The Big One
Your opinions count
My article about the obnoxious gloating in much of the media about estate agents laying off staff brought a strong reaction from readers, writes Rosalind Renshaw.
Noel Kaganagh, sales manager of Morgan Randall, in Wanstead, London, wrote: “I think that the main reason why the public have a lack of sympathy for the plight of estate agents who are made redundant, is that they simply do not understand the value that we add to the sale process.
“Joe Public thinks that we simply match one of our hundreds of desperate applicants to a property and then sit on our hands for three months, waiting for our outrageously high commission cheque to land on our doormat. They think that our job is simplicity itself and that we all wear flash suits, drive BMWs and are overpaid. In reality, many members of the profession are now living on their basic salaries, with the occasional sniff of commission.
“My family won’t be having a summer holiday this year, just as we had to do without one last year. We are also looking to downsize our home and move out to deepest Kent in order to reduce our outgoings. Do I want sympathy? Not at all! I have earned good money in the past and will live to do so again.
“If we could somehow educate the public to understand the complexities and difficulties that we face and overcome on a daily basis, on behalf of our clients and purchasers, they would have more respect for us. If professional qualifications were mandatory, that would help our cause.”
Others agreed, with one saying that the public attitude was “fuelled by ignorance and misinformation” and warning that anyone venting their spleen on estate agents would get their come-uppance when they found themselves also in the dole queue.
Georgina Broadhead, director of Isle of Wight Homes, said she was saddened at redundancies and one closure in her locality. She added: “I know there are plenty of sharp traders out there, but in our area, there are far more good agents who do care about their clients and the service they provide. From my experience, it is the big, often national companies who are the worst, and then probably because of pressures placed on commission-based staff to perform.
“Even if people don’t care about agents, how about the huge knock-on effect, on conveyancers, surveyors, removal firms, builders, DIY stores, etc?”
But several of you believed that agents should not be surprised at the public’s low opinion of them.
The industry has gone from being a respected industry to a cut-throat, commission-driven sales machine, wrote one long-standing agent. “The youthful, white-socked, gel-haired, Mini-driving negotiator has come to personify the public image of agents and we all suffer as a result. Sadly, the public gets what the public pays for – encouraged by agents who stupidly cut commissions to win business.”
This agent, and several others, believed that fees should be raised, marketing and advertising costs charged on top, and all staff should be paid salaries and not commissions. There were also calls for agents to be licensed, and that entry qualifications to be made mandatory, to prevent anyone being able to set up as either an estate agent or letting agent.
I know, I know – we’ve heard it all before. But is anyone outside the industry listening?
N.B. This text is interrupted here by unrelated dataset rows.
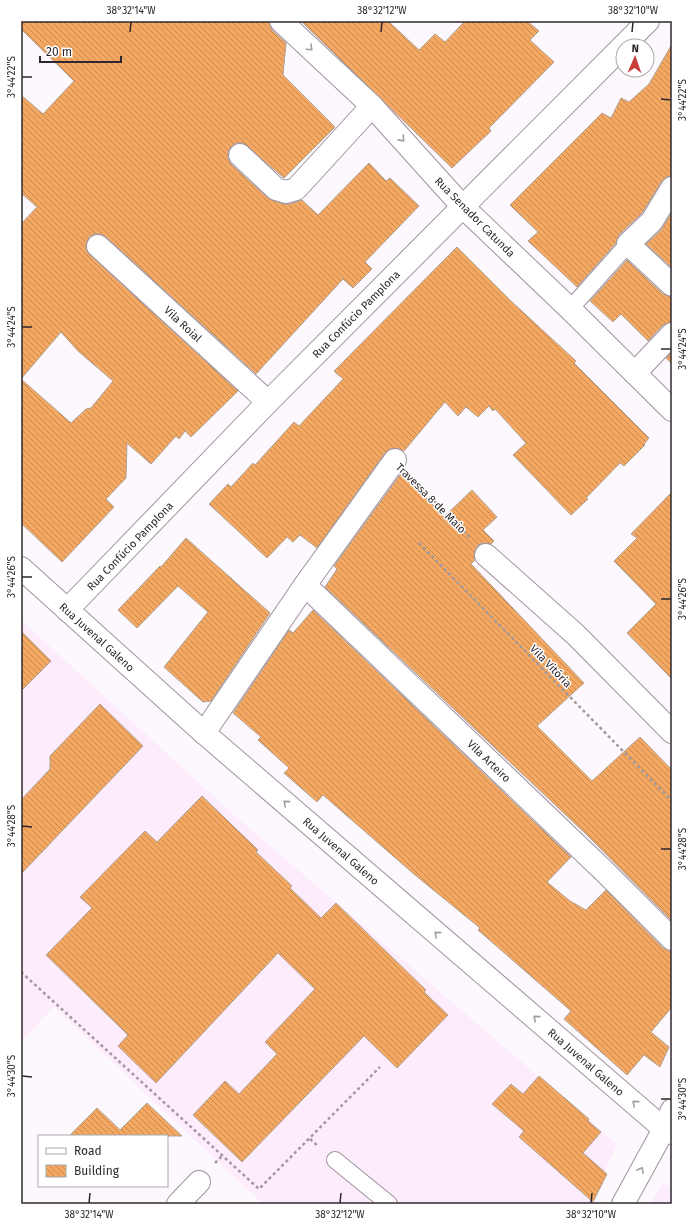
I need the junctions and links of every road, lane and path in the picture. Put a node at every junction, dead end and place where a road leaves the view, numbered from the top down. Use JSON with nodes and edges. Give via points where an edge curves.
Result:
{"nodes":[{"id":1,"x":281,"y":21,"type":"edge"},
{"id":2,"x":648,"y":21,"type":"edge"},
{"id":3,"x":372,"y":106,"type":"junction"},
{"id":4,"x":240,"y":155,"type":"dead end"},
{"id":5,"x":672,"y":188,"type":"edge"},
{"id":6,"x":463,"y":207,"type":"junction"},
{"id":7,"x":628,"y":244,"type":"junction"},
{"id":8,"x":98,"y":246,"type":"dead end"},
{"id":9,"x":672,"y":285,"type":"edge"},
{"id":10,"x":570,"y":309,"type":"junction"},
{"id":11,"x":672,"y":334,"type":"edge"},
{"id":12,"x":635,"y":373,"type":"junction"},
{"id":13,"x":268,"y":402,"type":"junction"},
{"id":14,"x":672,"y":410,"type":"edge"},
{"id":15,"x":395,"y":460,"type":"joint"},
{"id":16,"x":419,"y":542,"type":"dead end"},
{"id":17,"x":486,"y":555,"type":"joint"},
{"id":18,"x":21,"y":568,"type":"edge"},
{"id":19,"x":304,"y":585,"type":"junction"},
{"id":20,"x":67,"y":610,"type":"junction"},
{"id":21,"x":672,"y":732,"type":"edge"},
{"id":22,"x":204,"y":733,"type":"junction"},
{"id":23,"x":672,"y":801,"type":"edge"},
{"id":24,"x":672,"y":939,"type":"edge"},
{"id":25,"x":21,"y":972,"type":"edge"},
{"id":26,"x":380,"y":1067,"type":"dead end"},
{"id":27,"x":669,"y":1124,"type":"edge"},
{"id":28,"x":335,"y":1160,"type":"dead end"},
{"id":29,"x":199,"y":1182,"type":"dead end"},
{"id":30,"x":178,"y":1204,"type":"edge"},
{"id":31,"x":389,"y":1204,"type":"edge"},
{"id":32,"x":623,"y":1204,"type":"edge"}],
"edges":[{"from":1,"to":3,"type":"street","name":"Rua Senador Catunda","one_way":true},
{"from":2,"to":6,"type":"street","name":"Rua Confúcio Pamplona"},
{"from":3,"to":4,"type":"street","via":[[296,189],[286,192],[276,189]]},
{"from":3,"to":6,"type":"street","name":"Rua Senador Catunda","one_way":true},
{"from":5,"to":7,"type":"street","via":[[652,221]]},
{"from":6,"to":10,"type":"street","name":"Rua Senador Catunda"},
{"from":6,"to":13,"type":"street","name":"Rua Confúcio Pamplona"},
{"from":7,"to":9,"type":"street"},
{"from":7,"to":10,"type":"lane"},
{"from":8,"to":13,"type":"street","name":"Vila Roial"},
{"from":10,"to":12,"type":"street","name":"Rua Senador Catunda"},
{"from":11,"to":12,"type":"street"},
{"from":12,"to":14,"type":"street","name":"Rua Senador Catunda"},
{"from":13,"to":20,"type":"street","name":"Rua Confúcio Pamplona"},
{"from":15,"to":17,"type":"path","name":"Travessa 8 de Maio"},
{"from":15,"to":19,"type":"street","name":"Travessa 8 de Maio"},
{"from":16,"to":23,"type":"path","name":"Vila Vitória"},
{"from":17,"to":21,"type":"street","via":[[576,635]]},
{"from":18,"to":20,"type":"street","name":"Rua Juvenal Galeno"},
{"from":19,"to":22,"type":"street","name":"Travessa 8 de Maio"},
{"from":19,"to":24,"type":"street","name":"Vila Arteiro"},
{"from":20,"to":22,"type":"street","name":"Rua Juvenal Galeno"},
{"from":27,"to":22,"type":"street","name":"Rua Juvenal Galeno","one_way":true},
{"from":25,"to":26,"type":"path","via":[[259,1189]]},
{"from":32,"to":27,"type":"street","one_way":true},
{"from":28,"to":31,"type":"lane"},
{"from":29,"to":30,"type":"street"}]}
Meanwhile, the Tories’ much heralded review of the property transactions market has yet to materialise, and is now not likely to be published until autumn.
Any educated guesses as to the delay? One wonders if they hit upon the idea of tying in buyers and sellers with some kind of payment or contract once the sale is agreed – only to realise that in today’s market, where lenders pull the plug at no notice, it isn’t quite the brilliantly simple solution it appears.